* Exercise description
Copy out the data so that nothing differs from the original.

Stored data entries:
####################

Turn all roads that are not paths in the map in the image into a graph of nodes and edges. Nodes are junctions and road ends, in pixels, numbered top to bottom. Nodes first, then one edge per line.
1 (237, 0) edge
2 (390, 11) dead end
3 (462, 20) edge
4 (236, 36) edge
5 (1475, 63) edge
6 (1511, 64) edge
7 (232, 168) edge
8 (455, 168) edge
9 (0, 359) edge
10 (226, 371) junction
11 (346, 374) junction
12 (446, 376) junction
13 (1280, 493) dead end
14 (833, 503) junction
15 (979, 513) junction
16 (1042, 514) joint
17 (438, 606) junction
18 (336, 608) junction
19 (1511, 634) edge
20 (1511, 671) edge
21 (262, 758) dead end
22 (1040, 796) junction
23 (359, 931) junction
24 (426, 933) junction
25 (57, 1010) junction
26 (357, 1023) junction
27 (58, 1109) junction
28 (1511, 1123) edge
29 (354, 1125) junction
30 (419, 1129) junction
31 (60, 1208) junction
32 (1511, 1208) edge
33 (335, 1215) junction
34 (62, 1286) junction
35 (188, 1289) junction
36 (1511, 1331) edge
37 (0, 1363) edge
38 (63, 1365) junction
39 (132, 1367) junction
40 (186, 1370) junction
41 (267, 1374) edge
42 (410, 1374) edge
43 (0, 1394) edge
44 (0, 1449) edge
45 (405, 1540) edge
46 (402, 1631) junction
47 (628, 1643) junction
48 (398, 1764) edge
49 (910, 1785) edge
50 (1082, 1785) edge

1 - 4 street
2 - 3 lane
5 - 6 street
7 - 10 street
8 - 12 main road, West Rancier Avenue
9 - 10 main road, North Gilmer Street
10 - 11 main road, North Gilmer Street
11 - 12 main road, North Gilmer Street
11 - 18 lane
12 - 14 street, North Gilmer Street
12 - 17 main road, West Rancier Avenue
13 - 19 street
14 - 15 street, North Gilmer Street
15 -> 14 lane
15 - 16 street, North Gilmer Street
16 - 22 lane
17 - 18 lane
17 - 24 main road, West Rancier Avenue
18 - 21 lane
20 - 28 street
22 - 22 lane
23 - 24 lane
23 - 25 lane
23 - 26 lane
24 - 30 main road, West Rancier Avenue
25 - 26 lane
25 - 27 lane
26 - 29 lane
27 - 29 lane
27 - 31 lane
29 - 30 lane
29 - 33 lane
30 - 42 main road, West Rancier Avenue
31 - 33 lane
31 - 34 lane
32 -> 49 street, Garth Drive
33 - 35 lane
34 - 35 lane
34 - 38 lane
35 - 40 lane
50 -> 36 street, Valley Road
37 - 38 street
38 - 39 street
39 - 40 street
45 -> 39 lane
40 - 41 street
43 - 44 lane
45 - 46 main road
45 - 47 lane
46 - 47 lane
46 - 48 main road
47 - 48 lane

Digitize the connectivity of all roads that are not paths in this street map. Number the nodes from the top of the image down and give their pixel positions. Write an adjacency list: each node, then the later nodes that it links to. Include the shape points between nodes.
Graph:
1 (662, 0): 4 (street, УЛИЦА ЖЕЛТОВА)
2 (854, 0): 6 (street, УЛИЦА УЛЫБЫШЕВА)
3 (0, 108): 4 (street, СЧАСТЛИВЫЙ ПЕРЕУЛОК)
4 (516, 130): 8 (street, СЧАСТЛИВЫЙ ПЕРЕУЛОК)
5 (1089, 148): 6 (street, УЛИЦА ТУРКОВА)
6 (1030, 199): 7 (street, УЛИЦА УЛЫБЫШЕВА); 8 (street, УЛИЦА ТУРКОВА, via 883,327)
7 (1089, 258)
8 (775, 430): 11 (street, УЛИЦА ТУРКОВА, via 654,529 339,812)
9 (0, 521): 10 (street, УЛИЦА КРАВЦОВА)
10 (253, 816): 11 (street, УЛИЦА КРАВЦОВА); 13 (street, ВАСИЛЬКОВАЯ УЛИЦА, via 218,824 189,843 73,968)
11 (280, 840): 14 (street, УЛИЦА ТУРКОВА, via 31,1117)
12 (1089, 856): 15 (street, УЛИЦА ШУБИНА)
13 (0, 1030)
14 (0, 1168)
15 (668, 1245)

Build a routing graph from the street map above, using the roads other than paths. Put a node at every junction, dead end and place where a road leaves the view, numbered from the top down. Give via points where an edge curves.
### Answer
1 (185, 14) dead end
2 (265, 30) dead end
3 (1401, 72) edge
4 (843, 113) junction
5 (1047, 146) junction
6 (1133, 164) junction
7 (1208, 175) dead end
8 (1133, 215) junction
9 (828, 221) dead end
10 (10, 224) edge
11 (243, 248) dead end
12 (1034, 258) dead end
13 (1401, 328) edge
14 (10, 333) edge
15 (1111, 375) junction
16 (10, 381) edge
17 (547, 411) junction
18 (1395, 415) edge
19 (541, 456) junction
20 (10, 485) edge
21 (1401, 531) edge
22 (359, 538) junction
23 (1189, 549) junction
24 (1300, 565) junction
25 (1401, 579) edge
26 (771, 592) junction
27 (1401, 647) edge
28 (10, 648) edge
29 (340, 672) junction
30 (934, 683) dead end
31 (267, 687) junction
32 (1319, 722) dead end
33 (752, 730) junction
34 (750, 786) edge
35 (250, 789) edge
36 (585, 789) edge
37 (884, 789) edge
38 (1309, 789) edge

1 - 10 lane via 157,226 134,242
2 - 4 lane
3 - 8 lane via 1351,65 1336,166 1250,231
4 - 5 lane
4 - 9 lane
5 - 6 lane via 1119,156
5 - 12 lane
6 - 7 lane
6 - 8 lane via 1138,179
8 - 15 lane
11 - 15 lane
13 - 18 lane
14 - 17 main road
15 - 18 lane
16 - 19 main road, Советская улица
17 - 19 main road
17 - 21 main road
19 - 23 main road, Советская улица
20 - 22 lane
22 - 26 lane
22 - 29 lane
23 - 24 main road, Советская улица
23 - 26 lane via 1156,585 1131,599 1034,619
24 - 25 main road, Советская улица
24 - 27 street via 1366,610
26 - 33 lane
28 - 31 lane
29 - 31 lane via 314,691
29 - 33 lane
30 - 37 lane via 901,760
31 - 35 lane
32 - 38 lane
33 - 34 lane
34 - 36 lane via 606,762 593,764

####################

* Answer section
Turn all roads that are not paths in the map in the image into a graph of nodes and edges. Nodes are junctions and road ends, in pixels, numbered top to bottom. Nodes first, then one edge per line.
1 (237, 0) edge
2 (390, 11) dead end
3 (462, 20) edge
4 (236, 36) edge
5 (1475, 63) edge
6 (1511, 64) edge
7 (232, 168) edge
8 (455, 168) edge
9 (0, 359) edge
10 (226, 371) junction
11 (346, 374) junction
12 (446, 376) junction
13 (1280, 493) dead end
14 (833, 503) junction
15 (979, 513) junction
16 (1042, 514) joint
17 (438, 606) junction
18 (336, 608) junction
19 (1511, 634) edge
20 (1511, 671) edge
21 (262, 758) dead end
22 (1040, 796) junction
23 (359, 931) junction
24 (426, 933) junction
25 (57, 1010) junction
26 (357, 1023) junction
27 (58, 1109) junction
28 (1511, 1123) edge
29 (354, 1125) junction
30 (419, 1129) junction
31 (60, 1208) junction
32 (1511, 1208) edge
33 (335, 1215) junction
34 (62, 1286) junction
35 (188, 1289) junction
36 (1511, 1331) edge
37 (0, 1363) edge
38 (63, 1365) junction
39 (132, 1367) junction
40 (186, 1370) junction
41 (267, 1374) edge
42 (410, 1374) edge
43 (0, 1394) edge
44 (0, 1449) edge
45 (405, 1540) edge
46 (402, 1631) junction
47 (628, 1643) junction
48 (398, 1764) edge
49 (910, 1785) edge
50 (1082, 1785) edge

1 - 4 street
2 - 3 lane
5 - 6 street
7 - 10 street
8 - 12 main road, West Rancier Avenue
9 - 10 main road, North Gilmer Street
10 - 11 main road, North Gilmer Street
11 - 12 main road, North Gilmer Street
11 - 18 lane
12 - 14 street, North Gilmer Street
12 - 17 main road, West Rancier Avenue
13 - 19 street
14 - 15 street, North Gilmer Street
15 -> 14 lane
15 - 16 street, North Gilmer Street
16 - 22 lane
17 - 18 lane
17 - 24 main road, West Rancier Avenue
18 - 21 lane
20 - 28 street
22 - 22 lane
23 - 24 lane
23 - 25 lane
23 - 26 lane
24 - 30 main road, West Rancier Avenue
25 - 26 lane
25 - 27 lane
26 - 29 lane
27 - 29 lane
27 - 31 lane
29 - 30 lane
29 - 33 lane
30 - 42 main road, West Rancier Avenue
31 - 33 lane
31 - 34 lane
32 -> 49 street, Garth Drive
33 - 35 lane
34 - 35 lane
34 - 38 lane
35 - 40 lane
50 -> 36 street, Valley Road
37 - 38 street
38 - 39 street
39 - 40 street
45 -> 39 lane
40 - 41 street
43 - 44 lane
45 - 46 main road
45 - 47 lane
46 - 47 lane
46 - 48 main road
47 - 48 lane

Digitize the connectivity of all roads that are not paths in this street map. Number the nodes from the top of the image down and give their pixel positions. Write an adjacency list: each node, then the later nodes that it links to. Include the shape points between nodes.
Graph:
1 (662, 0): 4 (street, УЛИЦА ЖЕЛТОВА)
2 (854, 0): 6 (street, УЛИЦА УЛЫБЫШЕВА)
3 (0, 108): 4 (street, СЧАСТЛИВЫЙ ПЕРЕУЛОК)
4 (516, 130): 8 (street, СЧАСТЛИВЫЙ ПЕРЕУЛОК)
5 (1089, 148): 6 (street, УЛИЦА ТУРКОВА)
6 (1030, 199): 7 (street, УЛИЦА УЛЫБЫШЕВА); 8 (street, УЛИЦА ТУРКОВА, via 883,327)
7 (1089, 258)
8 (775, 430): 11 (street, УЛИЦА ТУРКОВА, via 654,529 339,812)
9 (0, 521): 10 (street, УЛИЦА КРАВЦОВА)
10 (253, 816): 11 (street, УЛИЦА КРАВЦОВА); 13 (street, ВАСИЛЬКОВАЯ УЛИЦА, via 218,824 189,843 73,968)
11 (280, 840): 14 (street, УЛИЦА ТУРКОВА, via 31,1117)
12 (1089, 856): 15 (street, УЛИЦА ШУБИНА)
13 (0, 1030)
14 (0, 1168)
15 (668, 1245)

Build a routing graph from the street map above, using the roads other than paths. Put a node at every junction, dead end and place where a road leaves the view, numbered from the top down. Give via points where an edge curves.
### Answer
1 (185, 14) dead end
2 (265, 30) dead end
3 (1401, 72) edge
4 (843, 113) junction
5 (1047, 146) junction
6 (1133, 164) junction
7 (1208, 175) dead end
8 (1133, 215) junction
9 (828, 221) dead end
10 (10, 224) edge
11 (243, 248) dead end
12 (1034, 258) dead end
13 (1401, 328) edge
14 (10, 333) edge
15 (1111, 375) junction
16 (10, 381) edge
17 (547, 411) junction
18 (1395, 415) edge
19 (541, 456) junction
20 (10, 485) edge
21 (1401, 531) edge
22 (359, 538) junction
23 (1189, 549) junction
24 (1300, 565) junction
25 (1401, 579) edge
26 (771, 592) junction
27 (1401, 647) edge
28 (10, 648) edge
29 (340, 672) junction
30 (934, 683) dead end
31 (267, 687) junction
32 (1319, 722) dead end
33 (752, 730) junction
34 (750, 786) edge
35 (250, 789) edge
36 (585, 789) edge
37 (884, 789) edge
38 (1309, 789) edge

1 - 10 lane via 157,226 134,242
2 - 4 lane
3 - 8 lane via 1351,65 1336,166 1250,231
4 - 5 lane
4 - 9 lane
5 - 6 lane via 1119,156
5 - 12 lane
6 - 7 lane
6 - 8 lane via 1138,179
8 - 15 lane
11 - 15 lane
13 - 18 lane
14 - 17 main road
15 - 18 lane
16 - 19 main road, Советская улица
17 - 19 main road
17 - 21 main road
19 - 23 main road, Советская улица
20 - 22 lane
22 - 26 lane
22 - 29 lane
23 - 24 main road, Советская улица
23 - 26 lane via 1156,585 1131,599 1034,619
24 - 25 main road, Советская улица
24 - 27 street via 1366,610
26 - 33 lane
28 - 31 lane
29 - 31 lane via 314,691
29 - 33 lane
30 - 37 lane via 901,760
31 - 35 lane
32 - 38 lane
33 - 34 lane
34 - 36 lane via 606,762 593,764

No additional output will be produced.